Market Potential and Revenue Streams:
The autonomous vehicle (“AV”) market is expected to grow exponentially in the coming years. According to a report by Fortune Business Insights, the global AV is projected to grow from $1,500.3 billion USD in 2022 to $13,632.4 billion USD by 2030, exhibiting a CAGR of 32.3%. A number of entrants are vying for market share, and Tesla seems uniquely suited to capitalize on this future growth. Tesla’s future revenues are derived from several sources:
- Tesla’s FSD subscription model: A subscription model will generate substantial recurring revenue. Tesla offers FSD as a one-time purchase, for $8000, or a monthly subscription for $99/mo, providing flexibility for consumers and a steady revenue stream for the company. There has been much speculation about the market penetration of FSD, with some sources reporting that only 2% of free trial users become subscribers. Currently, what percentage of Tesla’s fleet will employ FSD is pure speculation.

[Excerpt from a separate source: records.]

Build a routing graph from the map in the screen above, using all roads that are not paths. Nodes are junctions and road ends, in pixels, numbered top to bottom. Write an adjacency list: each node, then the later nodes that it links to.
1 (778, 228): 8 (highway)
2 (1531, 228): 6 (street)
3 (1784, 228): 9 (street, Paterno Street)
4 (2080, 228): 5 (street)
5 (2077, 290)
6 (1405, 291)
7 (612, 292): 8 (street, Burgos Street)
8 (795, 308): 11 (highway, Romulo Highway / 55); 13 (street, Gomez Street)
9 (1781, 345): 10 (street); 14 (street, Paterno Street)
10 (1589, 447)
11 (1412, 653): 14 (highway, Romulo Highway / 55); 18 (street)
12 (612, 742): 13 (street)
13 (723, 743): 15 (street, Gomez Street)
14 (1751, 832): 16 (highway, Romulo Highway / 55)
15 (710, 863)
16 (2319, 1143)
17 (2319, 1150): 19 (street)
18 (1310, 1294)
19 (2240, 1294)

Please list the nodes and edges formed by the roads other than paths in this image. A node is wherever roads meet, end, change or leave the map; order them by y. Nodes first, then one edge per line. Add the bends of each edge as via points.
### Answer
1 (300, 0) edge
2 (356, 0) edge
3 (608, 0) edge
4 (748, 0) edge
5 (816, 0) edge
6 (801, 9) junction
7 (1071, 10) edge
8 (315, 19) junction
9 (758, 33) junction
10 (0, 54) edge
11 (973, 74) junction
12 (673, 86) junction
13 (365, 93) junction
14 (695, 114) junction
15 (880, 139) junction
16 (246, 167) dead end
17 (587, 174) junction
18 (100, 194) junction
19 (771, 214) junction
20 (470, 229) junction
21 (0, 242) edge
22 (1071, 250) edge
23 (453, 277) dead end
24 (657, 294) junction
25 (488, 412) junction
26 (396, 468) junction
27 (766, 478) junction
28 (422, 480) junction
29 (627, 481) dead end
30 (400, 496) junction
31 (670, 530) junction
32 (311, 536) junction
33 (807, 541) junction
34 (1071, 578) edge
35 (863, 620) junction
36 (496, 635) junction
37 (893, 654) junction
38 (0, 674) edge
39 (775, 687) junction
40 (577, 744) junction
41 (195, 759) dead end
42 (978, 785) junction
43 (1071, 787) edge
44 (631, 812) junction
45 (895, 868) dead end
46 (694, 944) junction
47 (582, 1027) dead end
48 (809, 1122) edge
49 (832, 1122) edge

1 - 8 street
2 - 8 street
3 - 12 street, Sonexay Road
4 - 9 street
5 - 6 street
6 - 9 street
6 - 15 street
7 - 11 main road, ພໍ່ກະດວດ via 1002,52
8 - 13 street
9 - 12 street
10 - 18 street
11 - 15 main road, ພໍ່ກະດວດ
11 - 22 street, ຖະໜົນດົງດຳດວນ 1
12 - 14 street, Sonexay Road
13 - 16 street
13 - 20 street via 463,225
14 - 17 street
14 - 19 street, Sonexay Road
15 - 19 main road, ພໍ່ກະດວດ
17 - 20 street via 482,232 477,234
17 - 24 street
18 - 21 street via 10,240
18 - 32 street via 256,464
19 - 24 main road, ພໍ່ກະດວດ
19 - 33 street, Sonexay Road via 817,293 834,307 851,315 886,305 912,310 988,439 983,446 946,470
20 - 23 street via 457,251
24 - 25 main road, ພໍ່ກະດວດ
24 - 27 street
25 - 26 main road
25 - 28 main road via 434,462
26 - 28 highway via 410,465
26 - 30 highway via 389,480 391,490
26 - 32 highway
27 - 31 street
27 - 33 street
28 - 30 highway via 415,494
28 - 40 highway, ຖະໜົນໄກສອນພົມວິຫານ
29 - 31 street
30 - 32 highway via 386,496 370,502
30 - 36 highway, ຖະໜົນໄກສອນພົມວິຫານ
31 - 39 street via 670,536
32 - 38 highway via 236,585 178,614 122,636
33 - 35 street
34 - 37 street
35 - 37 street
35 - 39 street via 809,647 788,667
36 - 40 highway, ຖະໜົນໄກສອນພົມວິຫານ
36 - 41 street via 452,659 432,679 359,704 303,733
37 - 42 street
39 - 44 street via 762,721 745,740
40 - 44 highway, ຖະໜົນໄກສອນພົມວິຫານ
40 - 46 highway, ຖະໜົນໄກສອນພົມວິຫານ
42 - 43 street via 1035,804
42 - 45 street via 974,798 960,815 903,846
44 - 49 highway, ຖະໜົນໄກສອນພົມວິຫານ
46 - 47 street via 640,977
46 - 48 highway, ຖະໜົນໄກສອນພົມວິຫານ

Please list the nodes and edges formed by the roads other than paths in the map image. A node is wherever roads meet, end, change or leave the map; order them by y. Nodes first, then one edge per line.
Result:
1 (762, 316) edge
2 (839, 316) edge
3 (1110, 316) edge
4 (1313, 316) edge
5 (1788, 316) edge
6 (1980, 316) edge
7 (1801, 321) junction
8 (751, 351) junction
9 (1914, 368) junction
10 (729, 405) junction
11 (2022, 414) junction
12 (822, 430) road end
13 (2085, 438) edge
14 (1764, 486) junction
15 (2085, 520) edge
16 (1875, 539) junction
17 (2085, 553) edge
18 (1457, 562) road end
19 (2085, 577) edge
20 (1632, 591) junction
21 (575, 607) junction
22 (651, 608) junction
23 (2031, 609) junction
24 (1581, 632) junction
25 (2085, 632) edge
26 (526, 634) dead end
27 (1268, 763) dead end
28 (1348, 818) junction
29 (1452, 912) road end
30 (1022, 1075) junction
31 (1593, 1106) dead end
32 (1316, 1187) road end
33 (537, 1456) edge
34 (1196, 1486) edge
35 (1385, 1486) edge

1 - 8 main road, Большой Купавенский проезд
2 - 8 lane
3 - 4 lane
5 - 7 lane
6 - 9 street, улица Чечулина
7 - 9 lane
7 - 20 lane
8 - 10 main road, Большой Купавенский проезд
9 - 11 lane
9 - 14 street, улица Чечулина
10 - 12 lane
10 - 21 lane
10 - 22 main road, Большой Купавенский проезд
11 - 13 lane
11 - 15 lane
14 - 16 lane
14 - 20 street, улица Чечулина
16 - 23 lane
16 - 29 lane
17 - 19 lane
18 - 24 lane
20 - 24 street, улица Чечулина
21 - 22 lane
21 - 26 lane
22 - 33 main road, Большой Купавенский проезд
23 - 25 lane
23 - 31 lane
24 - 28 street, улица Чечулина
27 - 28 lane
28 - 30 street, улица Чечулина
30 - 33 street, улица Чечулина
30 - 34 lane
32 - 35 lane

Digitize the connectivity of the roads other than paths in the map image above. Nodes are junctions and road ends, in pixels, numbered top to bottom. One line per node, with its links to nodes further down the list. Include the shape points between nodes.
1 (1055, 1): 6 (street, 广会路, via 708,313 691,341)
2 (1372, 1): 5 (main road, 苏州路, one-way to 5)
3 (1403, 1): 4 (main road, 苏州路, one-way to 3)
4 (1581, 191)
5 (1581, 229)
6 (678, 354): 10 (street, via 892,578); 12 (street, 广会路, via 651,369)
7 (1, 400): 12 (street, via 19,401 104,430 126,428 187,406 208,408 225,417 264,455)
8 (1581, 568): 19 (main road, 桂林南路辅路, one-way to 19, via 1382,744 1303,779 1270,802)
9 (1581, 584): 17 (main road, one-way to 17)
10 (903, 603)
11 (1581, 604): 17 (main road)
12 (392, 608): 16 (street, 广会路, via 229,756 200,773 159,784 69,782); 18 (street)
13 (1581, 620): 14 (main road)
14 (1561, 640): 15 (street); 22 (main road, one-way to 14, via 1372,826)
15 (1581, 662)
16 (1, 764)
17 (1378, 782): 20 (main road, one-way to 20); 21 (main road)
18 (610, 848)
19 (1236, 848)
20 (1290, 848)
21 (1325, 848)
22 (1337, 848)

- Licensing Opportunities: Tesla’s software is powerful, and the potential for licensing its FSD technology to other automakers is a distinct possibility. This would diversify Tesla’s revenue and cement its position as a leader in the AV space. However, other entrants could challenge Tesla’s position, but the company clearly has the first mover advantage.
- Robotaxi Network: Elon Musk has often highlighted the potential for Tesla’s fleet to operate as a network of autonomous taxis. This concept, if realized, could revolutionize the transportation industry and create a highly lucrative business model for Tesla.
Tesla has built FSD from a vast collection of user data and advanced AI. As such, it will be extremely difficult for other companies to replicate. Significant hurdles, including regulatory approval, remain major challenges for the company. However, Tesla has been proactive in working with regulators and demonstrating the safety of its system. It must be noted that FSD still requires constant monitoring by a human driver. While public perception is shifting in favor of autonomous driving, it may be years before FSD lives up to its namesake.
Financial Impact on Tesla’s Stock
Obviously, the financial implications for full market penetration of FSD would be enormous for Tesla. Tesla has sold over 4.97 million vehicles to date and posted 1.81 million deliveries for 2023. While growth has slowed markedly, the long-term trend of EV sales has been impressive.
Imagine how even a low 2% market penetration rate would still represent approximately 99,400 vehicles across Tesla’s fleet. At $99/mo, this would represent approximately $118 million in annual additional earnings. Of course, this amount is relatively paltry compared to Tesla’s 2023 annual net income of $14.99 billion, but as adoption of FSD increases over time, the technology could become highly material to the stock.
This is a technology in its infancy, however, if adoption of FSD becomes increasingly prevalent in the coming years Tesla will be a major beneficiary of this long-term trend. Clearly, Tesla has the most advanced capabilities in this arena and is uniquely suited to capitalize on this growing market.
Conclusion:
The opportunity to test drive Tesla’s FSD was a remarkable experience. There is a feel to the technology not effectively captured from raw statistics that I would like to convey. I still remember the first time I opened a webpage back in the 1990s and the first time I used an iPhone in the 2000s. Both of those experiences felt different and new. They felt like the future was opening to an imaginary world that could be entirely different from the past.
Tesla’s FSD technology feels like something that is going to take the world by storm. Imagine a day when a car may not even require a steering wheel, where one simply lounges in the back seat after telling the car where to travel. That future suddenly feels much closer, and it is one that will be exciting for drivers and I believe lucrative for shareholders of Tesla.